Imagine your pet has been diagnosed with a serious medical condition that will cost thousands of dollars to treat -- money you don't have lying around. What would you do?
That's a problem many Americans face. One alternative that has gained increasing appeal is purchasing pet health insurance. First introduced in the U.S. in 1982, pet insurance has become a big business.
What it covers
Pet health insurance is similar to human health insurance in many ways. Customers pay a monthly premium and a deductible with most plans. Some plans also have co-pays. The insurance kicks in for paying costs once the deductible has been met.
Basic plans typically cover only veterinary care for accidents or illness. However, other plans reimburse for preventive services, including annual checkups and vaccinations. The most generous pet health insurance plans cover prescription drugs, genetic and hereditary conditions, dental care, acupuncture, chiropractic care, and physical rehabilitation.
While similar to human health insurance, pet insurance is actually a form of property insurance. Customers pay the full amount of any services provided up front and then submit a claim for reimbursement. As is the case with other forms of insurance, caps and limitations can apply. Reading the fine print is a must with any benefit plan to see exactly what it will and won't cover.

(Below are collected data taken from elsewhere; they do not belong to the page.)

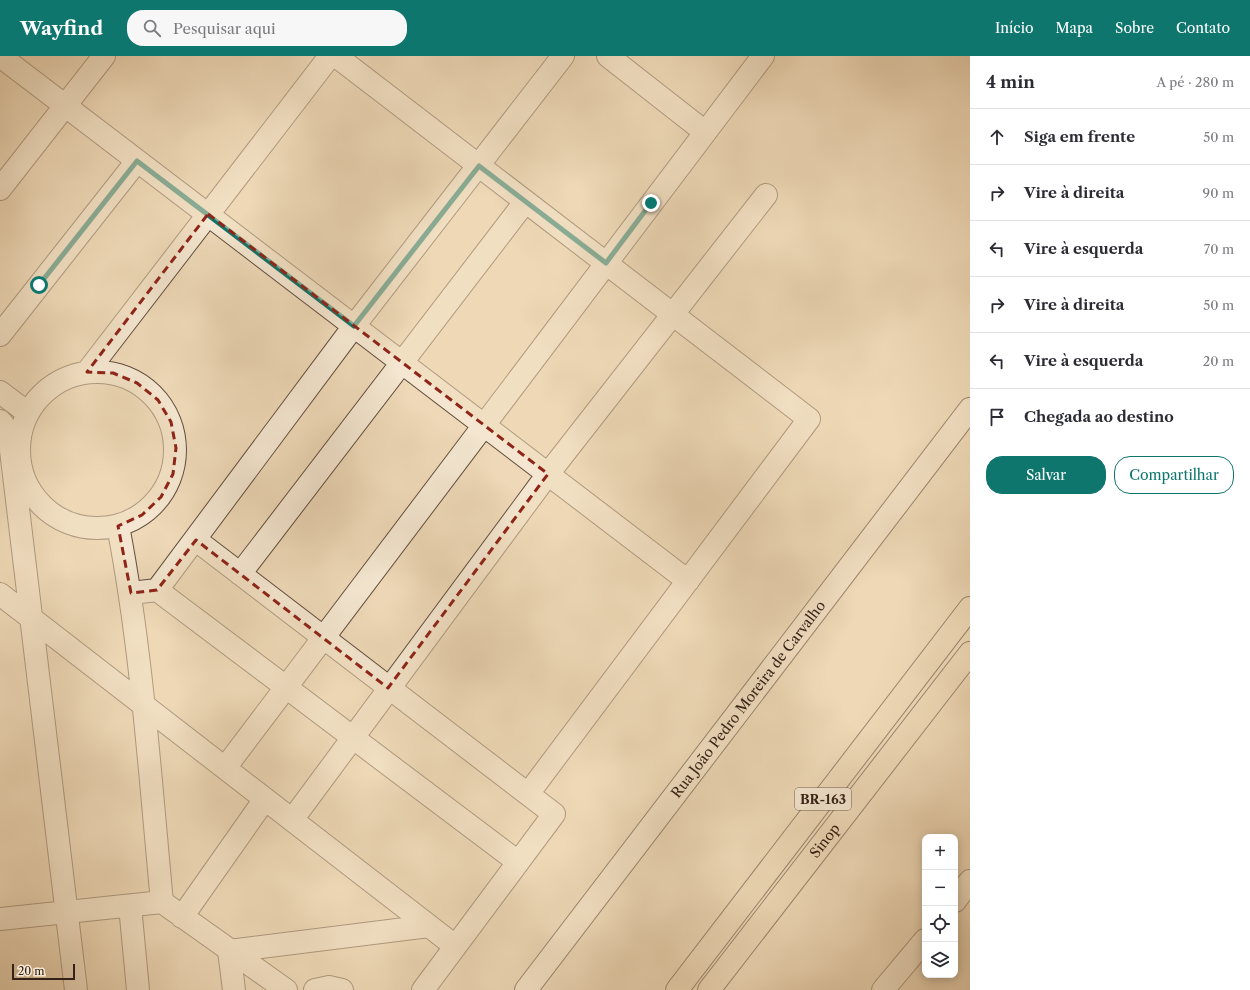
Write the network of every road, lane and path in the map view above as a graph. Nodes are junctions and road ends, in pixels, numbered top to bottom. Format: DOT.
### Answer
graph roads {
  1 [pos="0,56"];
  2 [pos="104,56"];
  3 [pos="330,56"];
  4 [pos="336,56"];
  5 [pos="564,56"];
  6 [pos="608,56"];
  7 [pos="763,56"];
  8 [pos="66,106"];
  9 [pos="705,132"];
  10 [pos="137,161"];
  11 [pos="479,166"];
  12 [pos="0,189"];
  13 [pos="766,195"];
  14 [pos="525,202"];
  15 [pos="208,214"];
  16 [pos="606,263"];
  17 [pos="674,314"];
  18 [pos="354,326"];
  19 [pos="0,335"];
  20 [pos="402,363"];
  21 [pos="87,372"];
  22 [pos="0,392"];
  23 [pos="970,409"];
  24 [pos="28,413"];
  25 [pos="0,421"];
  26 [pos="483,425"];
  27 [pos="548,474"];
  28 [pos="118,526"];
  29 [pos="196,540"];
  30 [pos="240,574"];
  31 [pos="688,581"];
  32 [pos="157,590"];
  33 [pos="131,593"];
  34 [pos="0,594"];
  35 [pos="970,608"];
  36 [pos="30,616"];
  37 [pos="323,638"];
  38 [pos="970,653"];
  39 [pos="286,687"];
  40 [pos="388,688"];
  41 [pos="144,705"];
  42 [pos="353,738"];
  43 [pos="225,768"];
  44 [pos="528,794"];
  45 [pos="265,799"];
  46 [pos="292,820"];
  47 [pos="518,862"];
  48 [pos="970,881"];
  49 [pos="958,897"];
  50 [pos="162,902"];
  51 [pos="130,906"];
  52 [pos="68,913"];
  53 [pos="182,917"];
  54 [pos="0,919"];
  55 [pos="429,926"];
  56 [pos="923,942"];
  57 [pos="455,946"];
  58 [pos="229,951"];
  59 [pos="76,990"];
  60 [pos="138,990"];
  61 [pos="234,990"];
  62 [pos="286,990"];
  63 [pos="316,990"];
  64 [pos="342,990"];
  65 [pos="423,990"];
  66 [pos="526,990"];
  67 [pos="677,990"];
  68 [pos="709,990"];
  69 [pos="883,990"];
  1 -- 8 [label="street"];
  2 -- 8 [label="street"];
  3 -- 15 [label="street"];
  4 -- 11 [label="street"];
  5 -- 11 [label="street"];
  6 -- 9 [label="street"];
  7 -- 9 [label="street"];
  8 -- 10 [label="street"];
  8 -- 12 [label="street"];
  9 -- 16 [label="street"];
  10 -- 15 [label="street"];
  10 -- 19 [label="street"];
  11 -- 14 [label="street"];
  11 -- 18 [label="street"];
  13 -- 17 [label="street"];
  14 -- 16 [label="street"];
  14 -- 20 [label="street"];
  15 -- 18 [label="street"];
  15 -- 21 [label="street"];
  16 -- 17 [label="street"];
  16 -- 26 [label="street"];
  17 -- 27 [label="street"];
  17 -- 31 [label="street"];
  18 -- 20 [label="street"];
  18 -- 29 [label="street"];
  20 -- 26 [label="street"];
  20 -- 30 [label="street"];
  21 -- 24 [label="street"];
  21 -- 28 [label="street"];
  22 -- 24 [label="street"];
  23 -- 66 [label="street, Rua João Pedro Moreira de Carvalho"];
  24 -- 28 [label="street"];
  25 -- 36 [label="street"];
  26 -- 27 [label="street"];
  26 -- 37 [label="street"];
  27 -- 31 [label="street"];
  27 -- 40 [label="street"];
  28 -- 33 [label="street"];
  29 -- 30 [label="street"];
  29 -- 32 [label="street"];
  30 -- 37 [label="street"];
  31 -- 44 [label="street"];
  32 -- 33 [label="street"];
  32 -- 39 [label="street"];
  33 -- 41 [label="street"];
  34 -- 36 [label="street"];
  35 -- 67 [label="highway, BR-163"];
  36 -- 41 [label="street"];
  36 -- 52 [label="street"];
  37 -- 39 [label="street"];
  37 -- 40 [label="street"];
  38 -- 68 [label="highway, Sinop / BR-163"];
  39 -- 42 [label="street"];
  39 -- 43 [label="street"];
  40 -- 42 [label="street"];
  40 -- 44 [label="street"];
  41 -- 43 [label="street"];
  41 -- 50 [label="street"];
  42 -- 46 [label="street"];
  42 -- 47 [label="street"];
  43 -- 45 [label="street"];
  44 -- 47 [label="street"];
  45 -- 46 [label="street"];
  45 -- 53 [label="street"];
  46 -- 55 [label="street"];
  47 -- 57 [label="street"];
  48 -- 49 [label="street"];
  50 -- 51 [label="street"];
  50 -- 53 [label="street"];
  51 -- 52 [label="street"];
  51 -- 60 [label="street"];
  52 -- 54 [label="street"];
  52 -- 59 [label="street"];
  53 -- 58 [label="street"];
  55 -- 57 [label="street"];
  55 -- 58 [label="street"];
  56 -- 69 [label="street"];
  57 -- 65 [label="street"];
  58 -- 61 [label="street"];
  58 -- 62 [label="street"];
  63 -- 64 [label="street"];
}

Health insurance for pets is projected to generate revenue of more than $750 million by next year, according to market research firm Packaged Facts. In 2009, revenue for pet insurance policies totaled just over $300 million.
The market for pet insurance is booming for three primary reasons. One is the rapid rise in veterinary care costs. Americans will spend an estimated $14.2 billion on vet care in 2013, according to the American Pet Products Association. That's a 40% jump from 2007.
These costs have risen largely because more advanced treatments are now available for pets. For example, in the past, chemotherapy and organ transplants were available only to humans. Now, these treatment options are available for animals.
The second factor driving growth in sales of pet insurance policies is the affection of pet owners for their animals. According to the American Veterinary Medicine Association, more than 60% of pet owners consider their pets to be family members. Another survey by Harris Interactive in 2011 found that nine out of 10 pet owners thought of their pets as a family members.
Whichever statistic is more accurate, it's clear that Americans love their pets. And they're willing to spend to make sure their pets' health problems are addressed.
That brings us to the third factor -- economics. Pet health insurance is actually pretty inexpensive. Basic plans can cost as little as $15 per month, while more comprehensive plans can cost upwards of $100 per month.
Many families want insurance for their pets for the same reason they want health insurance for themselves. They don't want to be wiped out financially to make sure that a loved one receives needed medical care.
With growing business and a wide open market (less than 1% of America's pets are insured), pet health insurance sounds like a possible investment opportunity. There's good news and bad news on the investing front, though.
The bad news is that several major players in the industry aren't publicly traded. Veterinary Pet Insurance, or VPI, claims a market share of over 60%. VPI is owned by Nationwide Insurance, which used to be publicly traded but is now privately held.
The good news is that there are a few options available for investors, especially with some developments this year. Hartville Group, which is the sole supplier of pet insurance for the American Society for the Prevention of Cruelty to Animals, has around 10% of the market. Fairfax Financial Holdings Limited (OTC:FRFHF) bought Hartville in May.
A newer entrant to the market is Wal-Mart (NYSE:WMT). The giant retailer began offering pet insurance at select stores in Canada earlier this year. There's no word yet whether the company plans to expand the new product to the United States.
There also are at least a couple of public companies that offer health insurance but don't really have their own insurance products. Petsmart (UNKNOWN:PETM.DL), for example, sells pet insurance from privately held Banfield. Outdoor merchandise chain Cabela's (NYSE:CAB) began offering pet insurance in 2011. However, the company actually sells insurance managed by Embrace Pet Insurance, one of the top privately held industry players.
Wal-Mart could emerge as a major player, but the revenue generated would be a drop in the bucket for the massive company. Petsmart and Cabela's could gain from the pet insurance trend, but only incrementally, since they're resellers. However, Petsmart looks to be a good way to profit from the general trend in pet ownership.
Probably the best way to profit from the growth in pet insurance is with Fairfax. If the company's Hartville segment captures a nice chunk of the expanding pet insurance market, it could be enough to make a material difference for Fairfax's bottom line.